START The input

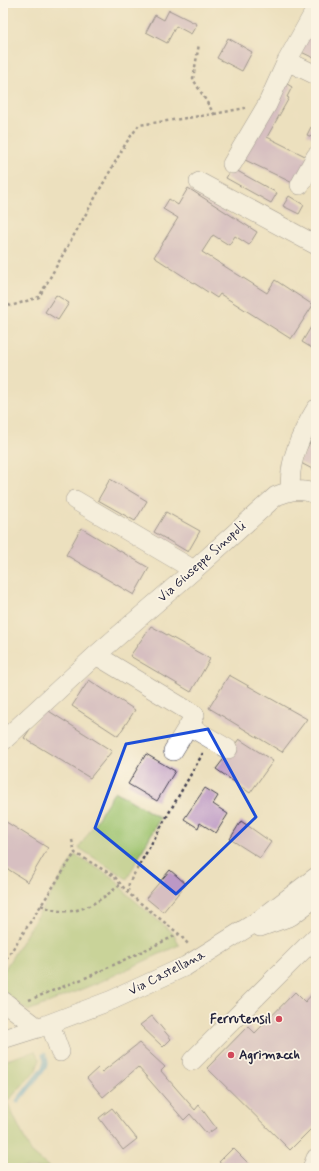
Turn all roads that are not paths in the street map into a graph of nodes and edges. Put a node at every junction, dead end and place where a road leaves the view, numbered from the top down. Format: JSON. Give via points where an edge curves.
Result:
{"nodes":[{"id":1,"x":316,"y":9,"type":"edge"},
{"id":2,"x":287,"y":61,"type":"junction"},
{"id":3,"x":316,"y":75,"type":"edge"},
{"id":4,"x":316,"y":156,"type":"edge"},
{"id":5,"x":232,"y":164,"type":"dead end"},
{"id":6,"x":199,"y":182,"type":"dead end"},
{"id":7,"x":300,"y":185,"type":"dead end"},
{"id":8,"x":316,"y":245,"type":"edge"},
{"id":9,"x":316,"y":409,"type":"edge"},
{"id":10,"x":291,"y":490,"type":"junction"},
{"id":11,"x":316,"y":494,"type":"edge"},
{"id":12,"x":75,"y":500,"type":"dead end"},
{"id":13,"x":194,"y":570,"type":"junction"},
{"id":14,"x":96,"y":655,"type":"junction"},
{"id":15,"x":189,"y":726,"type":"junction"},
{"id":16,"x":3,"y":741,"type":"edge"},
{"id":17,"x":228,"y":749,"type":"dead end"},
{"id":18,"x":173,"y":751,"type":"dead end"},
{"id":19,"x":316,"y":877,"type":"edge"},
{"id":20,"x":316,"y":897,"type":"edge"},
{"id":21,"x":316,"y":937,"type":"edge"},
{"id":22,"x":229,"y":939,"type":"junction"},
{"id":23,"x":9,"y":1006,"type":"edge"},
{"id":24,"x":44,"y":1026,"type":"junction"},
{"id":25,"x":3,"y":1039,"type":"edge"},
{"id":26,"x":60,"y":1052,"type":"dead end"},
{"id":27,"x":192,"y":1061,"type":"dead end"},
{"id":28,"x":316,"y":1158,"type":"edge"},
{"id":29,"x":312,"y":1168,"type":"edge"}],
"edges":[{"from":1,"to":2,"type":"street"},
{"from":2,"to":3,"type":"street"},
{"from":2,"to":5,"type":"street","via":[[267,104]]},
{"from":4,"to":7,"type":"street"},
{"from":6,"to":8,"type":"street"},
{"from":9,"to":10,"type":"street","via":[[304,429],[294,457]]},
{"from":10,"to":11,"type":"street","via":[[307,490]]},
{"from":10,"to":13,"type":"street","name":"Via Giuseppe Sinopoli","via":[[276,496]]},
{"from":12,"to":13,"type":"street"},
{"from":13,"to":14,"type":"street","name":"Via Giuseppe Sinopoli"},
{"from":14,"to":15,"type":"street","via":[[195,715]]},
{"from":14,"to":16,"type":"street","name":"Via Giuseppe Sinopoli"},
{"from":15,"to":17,"type":"street"},
{"from":15,"to":18,"type":"street"},
{"from":19,"to":22,"type":"street","name":"Via Castellana","via":[[261,919]]},
{"from":20,"to":22,"type":"street","via":[[291,916]]},
{"from":21,"to":27,"type":"street"},
{"from":22,"to":24,"type":"street","name":"Via Castellana","via":[[186,966],[112,1000]]},
{"from":23,"to":24,"type":"street"},
{"from":24,"to":25,"type":"street","name":"Via Castellana"},
{"from":24,"to":26,"type":"street"},
{"from":28,"to":29,"type":"street"}]}
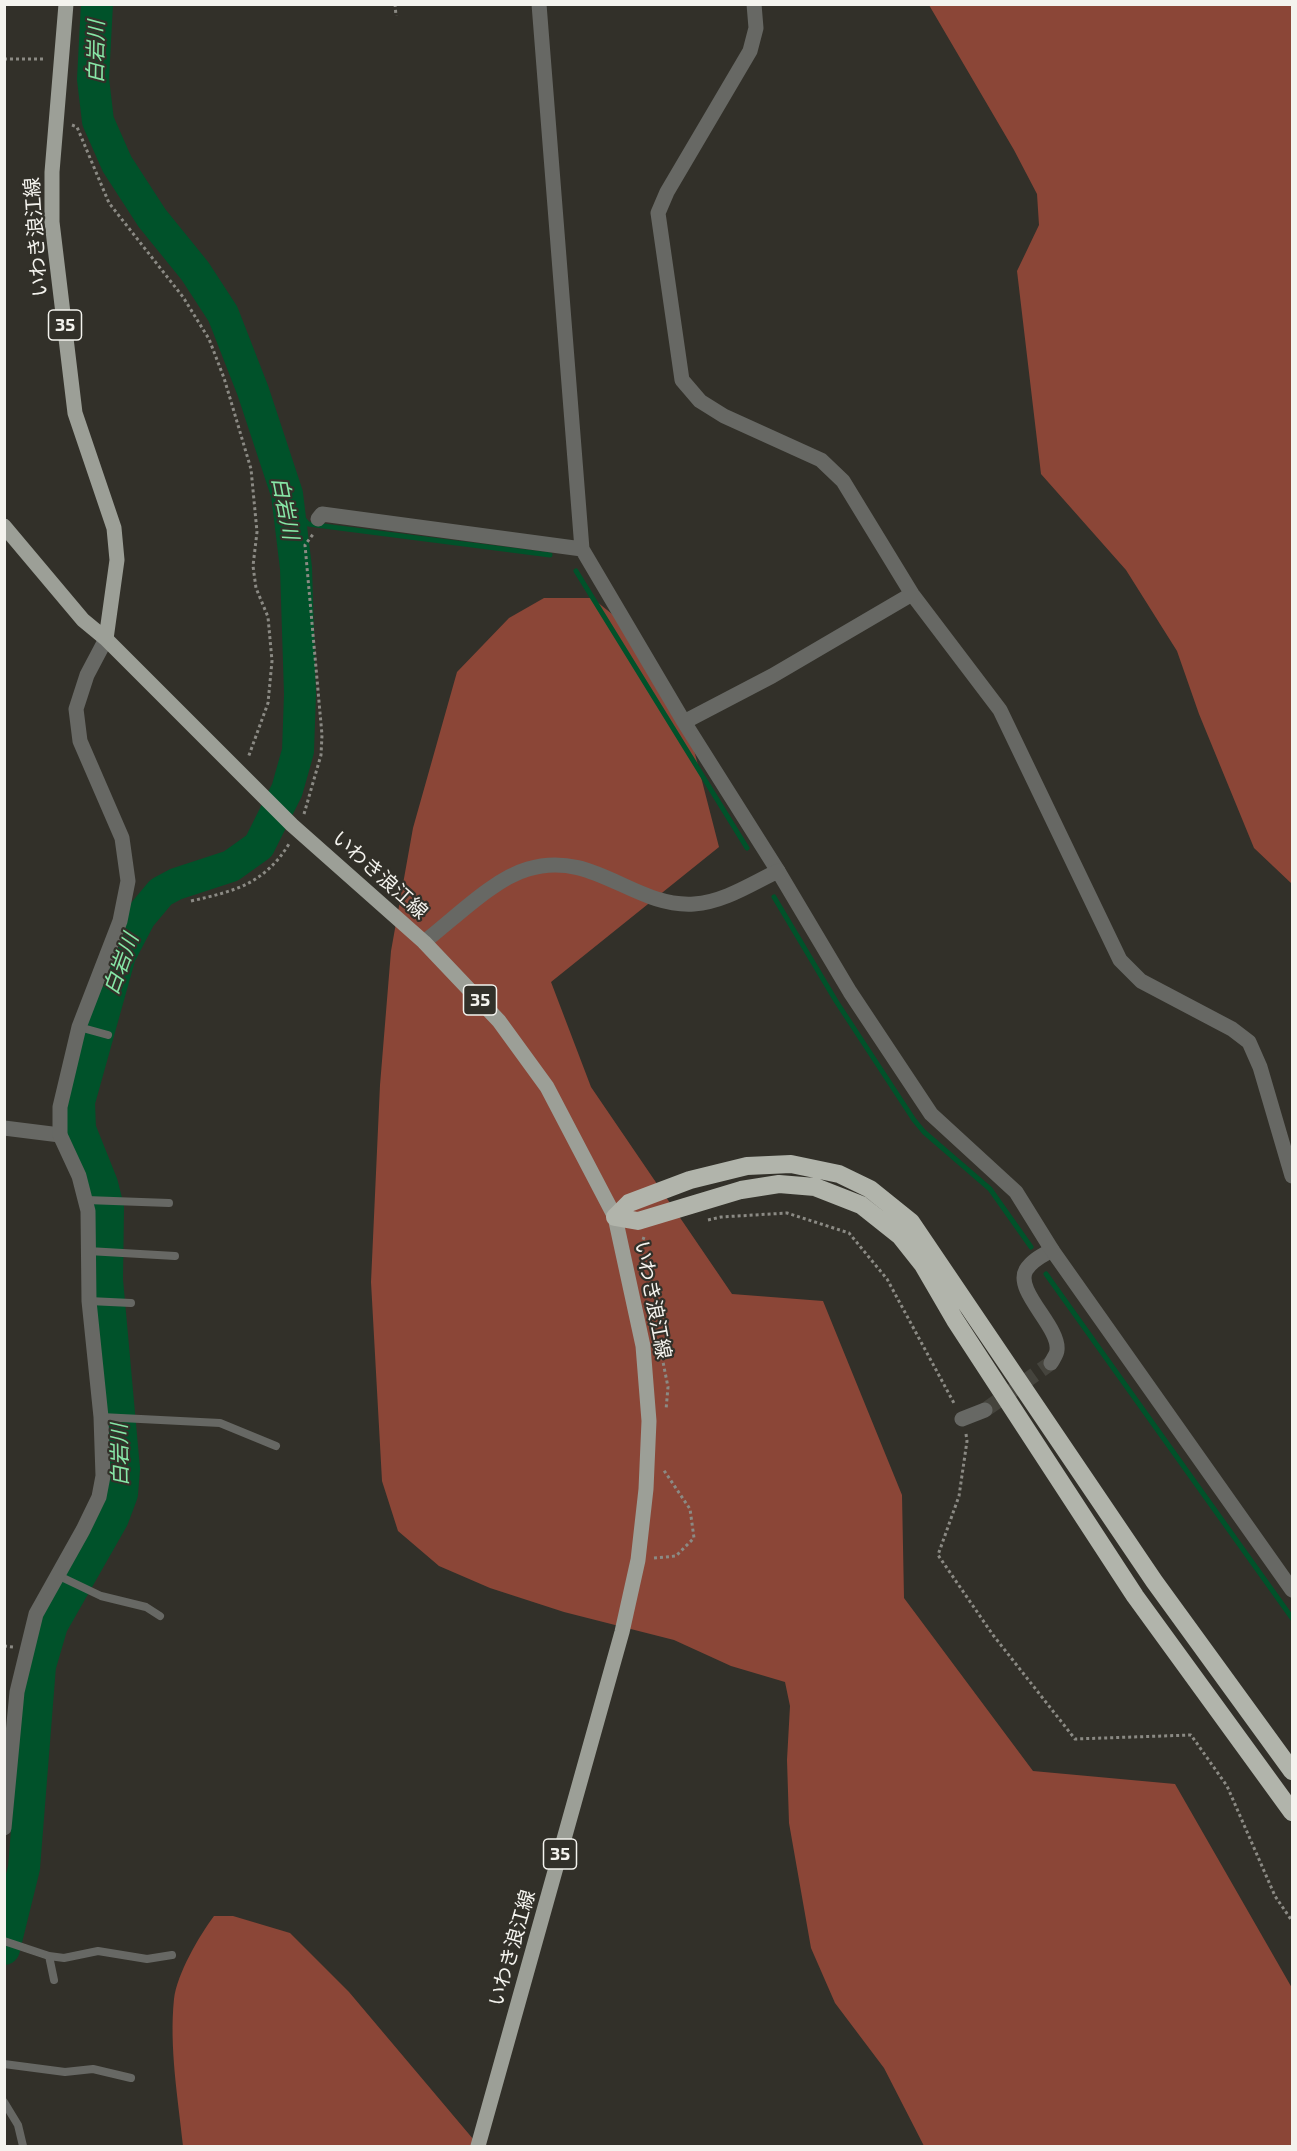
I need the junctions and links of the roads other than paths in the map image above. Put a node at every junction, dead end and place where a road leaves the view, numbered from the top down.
1 (66, 4) edge
2 (540, 4) edge
3 (754, 4) edge
4 (316, 525) road end
5 (4, 526) edge
6 (582, 549) junction
7 (912, 594) junction
8 (106, 639) junction
9 (684, 722) junction
10 (778, 871) junction
11 (424, 942) junction
12 (84, 1028) junction
13 (108, 1035) dead end
14 (4, 1128) edge
15 (60, 1135) junction
16 (1293, 1176) edge
17 (90, 1200) junction
18 (169, 1203) dead end
19 (615, 1217) junction
20 (1052, 1250) junction
21 (93, 1251) junction
22 (175, 1256) dead end
23 (94, 1301) junction
24 (131, 1303) dead end
25 (1052, 1363) dead end
26 (985, 1410) tunnel mouth
27 (105, 1417) junction
28 (962, 1419) road end
29 (276, 1446) dead end
30 (60, 1576) junction
31 (1293, 1590) edge
32 (159, 1616) dead end
33 (1293, 1771) edge
34 (1293, 1812) edge
35 (4, 1828) edge
36 (4, 1941) edge
37 (172, 1955) dead end
38 (49, 1956) junction
39 (54, 1980) dead end
40 (4, 2064) edge
41 (131, 2078) dead end
42 (4, 2102) edge
43 (23, 2146) edge
44 (478, 2146) edge

1 - 8 main road, いわき浪江線 / 35
2 - 6 street
3 - 7 street
4 - 6 street
5 - 8 main road, いわき浪江線 / 35
6 - 9 street
7 - 9 street
7 - 16 street
8 - 11 main road, いわき浪江線 / 35
8 - 12 street
9 - 10 street
10 - 11 street
10 - 20 street
11 - 19 main road, いわき浪江線 / 35
12 - 13 lane
12 - 15 street
14 - 15 street
15 - 17 street
17 - 18 lane
17 - 21 street
19 - 33 highway
19 - 34 highway
19 - 44 main road, いわき浪江線 / 35
20 - 25 street
20 - 31 street
21 - 22 lane
21 - 23 street
23 - 24 lane
23 - 27 street
26 - 28 street
27 - 29 lane
27 - 30 street
30 - 32 lane
30 - 35 street
36 - 38 lane
37 - 38 lane
38 - 39 lane
40 - 41 lane
42 - 43 lane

END The input

§ **Task requirements**: Reproduce the records, all of them, word for word; omit the pictures.

§ **Response to this exercise**:
Turn all roads that are not paths in the street map into a graph of nodes and edges. Put a node at every junction, dead end and place where a road leaves the view, numbered from the top down. Format: JSON. Give via points where an edge curves.
Result:
{"nodes":[{"id":1,"x":316,"y":9,"type":"edge"},
{"id":2,"x":287,"y":61,"type":"junction"},
{"id":3,"x":316,"y":75,"type":"edge"},
{"id":4,"x":316,"y":156,"type":"edge"},
{"id":5,"x":232,"y":164,"type":"dead end"},
{"id":6,"x":199,"y":182,"type":"dead end"},
{"id":7,"x":300,"y":185,"type":"dead end"},
{"id":8,"x":316,"y":245,"type":"edge"},
{"id":9,"x":316,"y":409,"type":"edge"},
{"id":10,"x":291,"y":490,"type":"junction"},
{"id":11,"x":316,"y":494,"type":"edge"},
{"id":12,"x":75,"y":500,"type":"dead end"},
{"id":13,"x":194,"y":570,"type":"junction"},
{"id":14,"x":96,"y":655,"type":"junction"},
{"id":15,"x":189,"y":726,"type":"junction"},
{"id":16,"x":3,"y":741,"type":"edge"},
{"id":17,"x":228,"y":749,"type":"dead end"},
{"id":18,"x":173,"y":751,"type":"dead end"},
{"id":19,"x":316,"y":877,"type":"edge"},
{"id":20,"x":316,"y":897,"type":"edge"},
{"id":21,"x":316,"y":937,"type":"edge"},
{"id":22,"x":229,"y":939,"type":"junction"},
{"id":23,"x":9,"y":1006,"type":"edge"},
{"id":24,"x":44,"y":1026,"type":"junction"},
{"id":25,"x":3,"y":1039,"type":"edge"},
{"id":26,"x":60,"y":1052,"type":"dead end"},
{"id":27,"x":192,"y":1061,"type":"dead end"},
{"id":28,"x":316,"y":1158,"type":"edge"},
{"id":29,"x":312,"y":1168,"type":"edge"}],
"edges":[{"from":1,"to":2,"type":"street"},
{"from":2,"to":3,"type":"street"},
{"from":2,"to":5,"type":"street","via":[[267,104]]},
{"from":4,"to":7,"type":"street"},
{"from":6,"to":8,"type":"street"},
{"from":9,"to":10,"type":"street","via":[[304,429],[294,457]]},
{"from":10,"to":11,"type":"street","via":[[307,490]]},
{"from":10,"to":13,"type":"street","name":"Via Giuseppe Sinopoli","via":[[276,496]]},
{"from":12,"to":13,"type":"street"},
{"from":13,"to":14,"type":"street","name":"Via Giuseppe Sinopoli"},
{"from":14,"to":15,"type":"street","via":[[195,715]]},
{"from":14,"to":16,"type":"street","name":"Via Giuseppe Sinopoli"},
{"from":15,"to":17,"type":"street"},
{"from":15,"to":18,"type":"street"},
{"from":19,"to":22,"type":"street","name":"Via Castellana","via":[[261,919]]},
{"from":20,"to":22,"type":"street","via":[[291,916]]},
{"from":21,"to":27,"type":"street"},
{"from":22,"to":24,"type":"street","name":"Via Castellana","via":[[186,966],[112,1000]]},
{"from":23,"to":24,"type":"street"},
{"from":24,"to":25,"type":"street","name":"Via Castellana"},
{"from":24,"to":26,"type":"street"},
{"from":28,"to":29,"type":"street"}]}
I need the junctions and links of the roads other than paths in the map image above. Put a node at every junction, dead end and place where a road leaves the view, numbered from the top down.
1 (66, 4) edge
2 (540, 4) edge
3 (754, 4) edge
4 (316, 525) road end
5 (4, 526) edge
6 (582, 549) junction
7 (912, 594) junction
8 (106, 639) junction
9 (684, 722) junction
10 (778, 871) junction
11 (424, 942) junction
12 (84, 1028) junction
13 (108, 1035) dead end
14 (4, 1128) edge
15 (60, 1135) junction
16 (1293, 1176) edge
17 (90, 1200) junction
18 (169, 1203) dead end
19 (615, 1217) junction
20 (1052, 1250) junction
21 (93, 1251) junction
22 (175, 1256) dead end
23 (94, 1301) junction
24 (131, 1303) dead end
25 (1052, 1363) dead end
26 (985, 1410) tunnel mouth
27 (105, 1417) junction
28 (962, 1419) road end
29 (276, 1446) dead end
30 (60, 1576) junction
31 (1293, 1590) edge
32 (159, 1616) dead end
33 (1293, 1771) edge
34 (1293, 1812) edge
35 (4, 1828) edge
36 (4, 1941) edge
37 (172, 1955) dead end
38 (49, 1956) junction
39 (54, 1980) dead end
40 (4, 2064) edge
41 (131, 2078) dead end
42 (4, 2102) edge
43 (23, 2146) edge
44 (478, 2146) edge

1 - 8 main road, いわき浪江線 / 35
2 - 6 street
3 - 7 street
4 - 6 street
5 - 8 main road, いわき浪江線 / 35
6 - 9 street
7 - 9 street
7 - 16 street
8 - 11 main road, いわき浪江線 / 35
8 - 12 street
9 - 10 street
10 - 11 street
10 - 20 street
11 - 19 main road, いわき浪江線 / 35
12 - 13 lane
12 - 15 street
14 - 15 street
15 - 17 street
17 - 18 lane
17 - 21 street
19 - 33 highway
19 - 34 highway
19 - 44 main road, いわき浪江線 / 35
20 - 25 street
20 - 31 street
21 - 22 lane
21 - 23 street
23 - 24 lane
23 - 27 street
26 - 28 street
27 - 29 lane
27 - 30 street
30 - 32 lane
30 - 35 street
36 - 38 lane
37 - 38 lane
38 - 39 lane
40 - 41 lane
42 - 43 lane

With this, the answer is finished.